By Lindsey E. Mccormack, Contributing Writer

The American Historical Association bestowed one of its top honors on a Harvard history professor last month.

Warren Professor of American History Ernest May, who studies 20th-century America and specializes in the Cold War, received the group’s Award for Scholarly Distinction, an award given to one or two historians each year at the association’s annual meeting.

The association commended May, also a professor at the Kennedy School of Government for more than forty years, for pioneering scholarship in international relations.

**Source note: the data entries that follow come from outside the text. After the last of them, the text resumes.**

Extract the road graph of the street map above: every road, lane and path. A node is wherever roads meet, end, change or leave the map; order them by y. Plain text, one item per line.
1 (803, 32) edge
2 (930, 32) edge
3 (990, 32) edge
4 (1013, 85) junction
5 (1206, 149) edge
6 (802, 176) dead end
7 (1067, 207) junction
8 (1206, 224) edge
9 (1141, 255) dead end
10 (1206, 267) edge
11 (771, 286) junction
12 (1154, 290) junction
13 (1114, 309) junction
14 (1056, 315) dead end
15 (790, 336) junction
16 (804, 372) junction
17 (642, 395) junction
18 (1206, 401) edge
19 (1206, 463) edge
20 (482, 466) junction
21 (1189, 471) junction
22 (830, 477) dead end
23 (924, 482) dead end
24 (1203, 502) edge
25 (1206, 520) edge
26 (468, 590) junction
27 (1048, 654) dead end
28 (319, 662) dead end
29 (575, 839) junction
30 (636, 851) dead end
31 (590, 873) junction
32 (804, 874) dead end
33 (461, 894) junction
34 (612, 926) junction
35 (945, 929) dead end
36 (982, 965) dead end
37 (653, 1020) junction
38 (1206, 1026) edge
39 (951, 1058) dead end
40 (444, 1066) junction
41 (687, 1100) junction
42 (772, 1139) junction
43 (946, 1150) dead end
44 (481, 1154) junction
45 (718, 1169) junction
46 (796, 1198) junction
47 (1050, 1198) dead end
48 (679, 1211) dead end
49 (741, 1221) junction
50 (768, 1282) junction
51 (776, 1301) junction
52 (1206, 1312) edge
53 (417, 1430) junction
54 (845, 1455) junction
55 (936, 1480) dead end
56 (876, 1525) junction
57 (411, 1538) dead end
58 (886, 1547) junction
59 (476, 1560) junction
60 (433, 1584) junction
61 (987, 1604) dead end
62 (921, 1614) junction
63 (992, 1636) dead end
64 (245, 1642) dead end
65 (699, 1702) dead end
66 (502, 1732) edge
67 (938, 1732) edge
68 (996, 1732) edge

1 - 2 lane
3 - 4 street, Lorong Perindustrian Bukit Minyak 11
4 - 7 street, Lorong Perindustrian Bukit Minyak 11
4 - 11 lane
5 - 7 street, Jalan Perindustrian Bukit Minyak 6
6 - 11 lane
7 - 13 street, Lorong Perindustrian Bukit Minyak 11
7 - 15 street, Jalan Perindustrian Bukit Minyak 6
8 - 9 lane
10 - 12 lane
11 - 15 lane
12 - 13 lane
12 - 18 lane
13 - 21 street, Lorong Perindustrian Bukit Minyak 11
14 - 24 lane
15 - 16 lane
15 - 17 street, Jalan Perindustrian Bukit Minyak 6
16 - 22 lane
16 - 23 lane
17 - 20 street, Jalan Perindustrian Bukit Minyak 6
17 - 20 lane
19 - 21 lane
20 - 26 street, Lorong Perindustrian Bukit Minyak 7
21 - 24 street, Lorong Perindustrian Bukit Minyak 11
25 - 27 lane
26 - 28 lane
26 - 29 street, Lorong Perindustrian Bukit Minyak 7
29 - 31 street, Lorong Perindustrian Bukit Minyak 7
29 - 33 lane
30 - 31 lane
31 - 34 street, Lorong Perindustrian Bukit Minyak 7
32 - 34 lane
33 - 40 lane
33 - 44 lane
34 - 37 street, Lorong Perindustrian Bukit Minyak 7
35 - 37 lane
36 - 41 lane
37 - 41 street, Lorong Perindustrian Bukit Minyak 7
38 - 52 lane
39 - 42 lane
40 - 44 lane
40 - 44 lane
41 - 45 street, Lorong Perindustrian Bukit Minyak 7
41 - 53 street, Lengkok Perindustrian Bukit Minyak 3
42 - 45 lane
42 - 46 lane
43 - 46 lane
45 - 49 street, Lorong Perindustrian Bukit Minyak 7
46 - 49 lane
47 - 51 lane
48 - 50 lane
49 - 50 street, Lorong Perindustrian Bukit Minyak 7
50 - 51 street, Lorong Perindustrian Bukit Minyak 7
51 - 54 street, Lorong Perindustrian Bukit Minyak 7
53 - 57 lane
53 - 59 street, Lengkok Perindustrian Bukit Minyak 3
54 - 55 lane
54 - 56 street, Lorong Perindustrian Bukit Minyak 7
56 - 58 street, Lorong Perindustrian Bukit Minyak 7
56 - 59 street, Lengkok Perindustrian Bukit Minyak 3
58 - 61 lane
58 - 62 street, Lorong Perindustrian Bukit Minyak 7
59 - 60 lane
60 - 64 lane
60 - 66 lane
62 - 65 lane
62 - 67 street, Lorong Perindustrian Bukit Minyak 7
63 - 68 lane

May teaches two popular Core courses—Historical Study A-80, “The Cold War,” and Historical Study B-68, “America and Vietnam 1945-1975,” which he teaches with Young Professor of Sino-Vietnamese History Hue-Tam Ho Tai.

May—whose recent book The Kennedy Tapes: Inside the White House during the Cuban Missile Crisis was the basis for last year’s film Thirteen Days—said he maintains diverse research interests.

“My favorite project is whatever I happen to be working on at the moment,” he said. “But my work has been centrally about the 20th-century U.S. The U.S. tends to be my main character.”

As a scholar of international relations, May has published extensively on historical reasoning and policy analysis. He turned to European history in his latest book, Strange History: Hitler’s Conquest of France, which was published in 2000.

May has held several top administrative posts at Harvard. He has served as dean of the College, associate dean of the Faculty of Arts and Sciences, director of the Kennedy School’s Institute of Politics, and chair of the Department of History.